How to complete this task:
From the line with "middle mcp: (200, 139)" to the final line of the records, reproduce every line exactly and only those lines.

Extracted records:
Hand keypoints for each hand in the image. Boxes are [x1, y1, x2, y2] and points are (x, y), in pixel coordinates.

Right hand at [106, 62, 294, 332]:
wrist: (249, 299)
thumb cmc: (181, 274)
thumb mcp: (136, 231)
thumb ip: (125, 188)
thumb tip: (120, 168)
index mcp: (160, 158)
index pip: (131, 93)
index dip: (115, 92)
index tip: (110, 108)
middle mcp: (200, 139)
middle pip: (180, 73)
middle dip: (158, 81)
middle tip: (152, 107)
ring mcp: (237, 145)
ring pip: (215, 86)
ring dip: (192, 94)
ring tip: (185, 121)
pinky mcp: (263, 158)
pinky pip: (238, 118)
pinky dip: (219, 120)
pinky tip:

Output of the exercise:
middle mcp: (200, 139)
middle pip: (180, 73)
middle dip: (158, 81)
middle tip: (152, 107)
ring mcp: (237, 145)
ring pip: (215, 86)
ring dip: (192, 94)
ring tip: (185, 121)
pinky mcp: (263, 158)
pinky pip: (238, 118)
pinky dip: (219, 120)
pinky tip:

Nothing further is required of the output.